Why Wisconsin is struggling to retain its public school teachers

WISCONSIN, Wis.

— A new study finds Wisconsin is having difficulty retaining the number of public school teacher candidates it has and the teachers it has.

The new report, from the National Association of State Education Directors, said Wisconsin has more than 4,000 vacancies in the state’s public school system, a number that has jumped since last year.

That has made the public school workforce more challenging for educators and administrators to find.

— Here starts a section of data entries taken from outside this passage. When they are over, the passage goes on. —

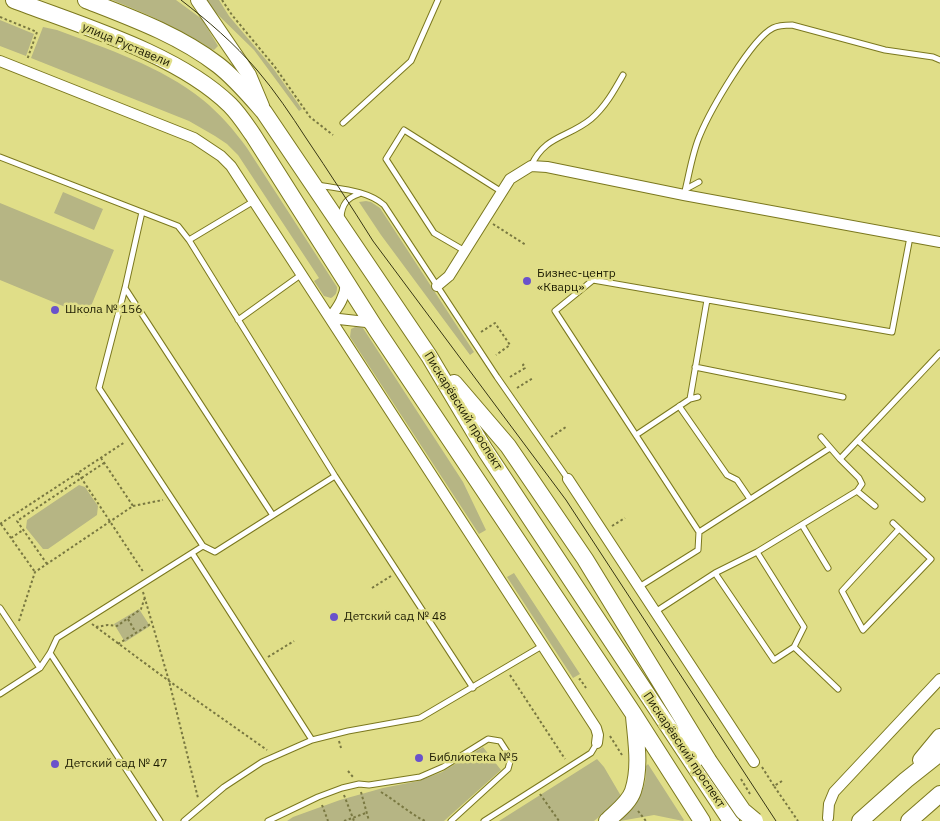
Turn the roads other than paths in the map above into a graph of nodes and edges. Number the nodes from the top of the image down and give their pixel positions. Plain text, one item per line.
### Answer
1 (14, 0) edge
2 (86, 0) edge
3 (198, 0) edge
4 (438, 0) edge
5 (940, 60) edge
6 (0, 61) edge
7 (623, 75) dead end
8 (230, 106) joint
9 (264, 112) junction
10 (344, 123) dead end
11 (0, 157) edge
12 (531, 166) junction
13 (698, 182) dead end
14 (313, 184) junction
15 (502, 192) junction
16 (685, 192) junction
17 (359, 194) junction
18 (255, 201) junction
19 (142, 212) junction
20 (340, 226) junction
21 (910, 236) junction
22 (188, 240) junction
23 (940, 242) edge
24 (465, 251) junction
25 (302, 274) junction
26 (346, 282) junction
27 (437, 286) junction
28 (125, 288) junction
29 (706, 300) junction
30 (330, 318) junction
31 (238, 320) junction
32 (376, 329) junction
33 (940, 352) edge
34 (429, 356) junction
35 (695, 367) junction
36 (698, 397) dead end
37 (843, 397) dead end
38 (690, 399) junction
39 (679, 406) junction
40 (636, 435) junction
41 (821, 437) dead end
42 (858, 441) junction
43 (830, 448) junction
44 (840, 459) junction
45 (335, 476) junction
46 (568, 479) joint
47 (857, 491) junction
48 (922, 499) dead end
49 (750, 500) junction
50 (875, 506) dead end
51 (272, 514) junction
52 (893, 524) dead end
53 (802, 525) junction
54 (900, 530) junction
55 (699, 532) junction
56 (202, 546) junction
57 (758, 552) junction
58 (192, 553) junction
59 (828, 568) dead end
60 (716, 573) junction
61 (640, 587) junction
62 (0, 608) edge
63 (655, 612) junction
64 (542, 646) junction
65 (794, 647) junction
66 (50, 653) junction
67 (40, 668) junction
68 (940, 679) edge
69 (473, 688) junction
70 (838, 689) dead end
71 (0, 694) edge
72 (633, 714) junction
73 (940, 737) edge
74 (312, 740) junction
75 (597, 743) joint
76 (940, 753) edge
77 (757, 763) road end
78 (906, 780) junction
79 (937, 798) edge
80 (881, 802) junction
81 (828, 818) dead end
82 (160, 821) edge
83 (184, 821) edge
84 (268, 821) edge
85 (451, 821) edge
86 (484, 821) edge
87 (607, 821) edge
88 (702, 821) edge
89 (731, 821) edge
90 (755, 821) edge
91 (847, 821) edge
92 (860, 821) edge
93 (909, 821) edge

1 - 8 main road, улица Руставели
2 - 9 main road, улица Руставели
3 - 9 main road, Пискарёвский проспект
4 - 10 lane
5 - 16 lane
6 - 18 street
7 - 12 lane
8 - 26 main road, Пискарёвский проспект
9 - 14 main road, Пискарёвский проспект
11 - 19 lane
12 - 15 street
12 - 16 street
13 - 16 lane
14 - 17 lane
14 - 20 main road, Пискарёвский проспект
15 - 24 street
15 - 24 lane
16 - 21 street
17 - 20 lane
17 - 27 lane
18 - 22 lane
18 - 25 street
19 - 22 lane
19 - 28 lane
20 - 34 main road, Пискарёвский проспект
21 - 23 street
21 - 29 lane
22 - 31 lane
24 - 27 street
25 - 30 street
25 - 31 lane
26 - 30 street
26 - 32 main road, Пискарёвский проспект
27 - 46 lane
28 - 51 lane
28 - 56 lane
29 - 35 lane
29 - 40 lane
30 - 32 street
30 - 64 street
31 - 45 lane
32 - 72 main road, Пискарёвский проспект
33 - 42 lane
34 - 89 main road, Пискарёвский проспект
34 - 90 main road, bridge
35 - 37 lane
35 - 38 lane
36 - 38 lane
38 - 39 lane
39 - 40 lane
39 - 49 lane
40 - 55 lane
41 - 43 lane
42 - 44 lane
42 - 48 lane
43 - 44 lane
43 - 49 lane
44 - 47 lane
45 - 51 lane
45 - 69 lane
46 - 61 street
47 - 50 lane
47 - 53 lane
49 - 55 lane
51 - 56 lane
52 - 54 lane
53 - 57 lane
53 - 59 lane
54 - 54 lane
55 - 61 lane
56 - 58 lane
57 - 60 lane
57 - 65 lane
58 - 66 lane
58 - 74 lane
60 - 63 lane
60 - 65 lane
61 - 63 street
62 - 67 lane
63 - 77 street
64 - 69 lane
64 - 75 street
65 - 70 lane
66 - 67 lane
66 - 82 lane
67 - 71 lane
68 - 81 street
69 - 74 lane
72 - 87 main road
72 - 88 main road, Пискарёвский проспект
73 - 78 main road
74 - 83 lane
75 - 86 lane
76 - 78 main road
78 - 80 main road
79 - 93 main road
80 - 91 main road
80 - 92 main road
84 - 85 lane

The report found that only 23 percent of the states overall public school enrollment is currently filled with students who qualify for free or reduced-price lunches.

In Wisconsin, just over 40 percent of Wisconsin students qualify for those meals.

The study, published Tuesday in the Journal of the American Educational Association, found Wisconsin has been in a state of transition from the 1980s to the 1990s.

In the 1980-81 school year, there were about 12,000 openings for teachers and about 1,800 vacancies for school administrators.

By the end of the 2000-01 school year that number had risen to about 14,500 openings for those positions.

By the start of the next school year there were almost 17,000 open positions.

According to the study, Wisconsin was also among the states with the highest percentage of the state population with low-to-moderate incomes.

The report’s authors noted that the increase in vacancies is especially problematic for low-income and working class students, who typically receive the lowest number of free or low-cost meals per student in the U.S. The report said that in Wisconsin, students are less likely to receive free or lower-cost meal assistance.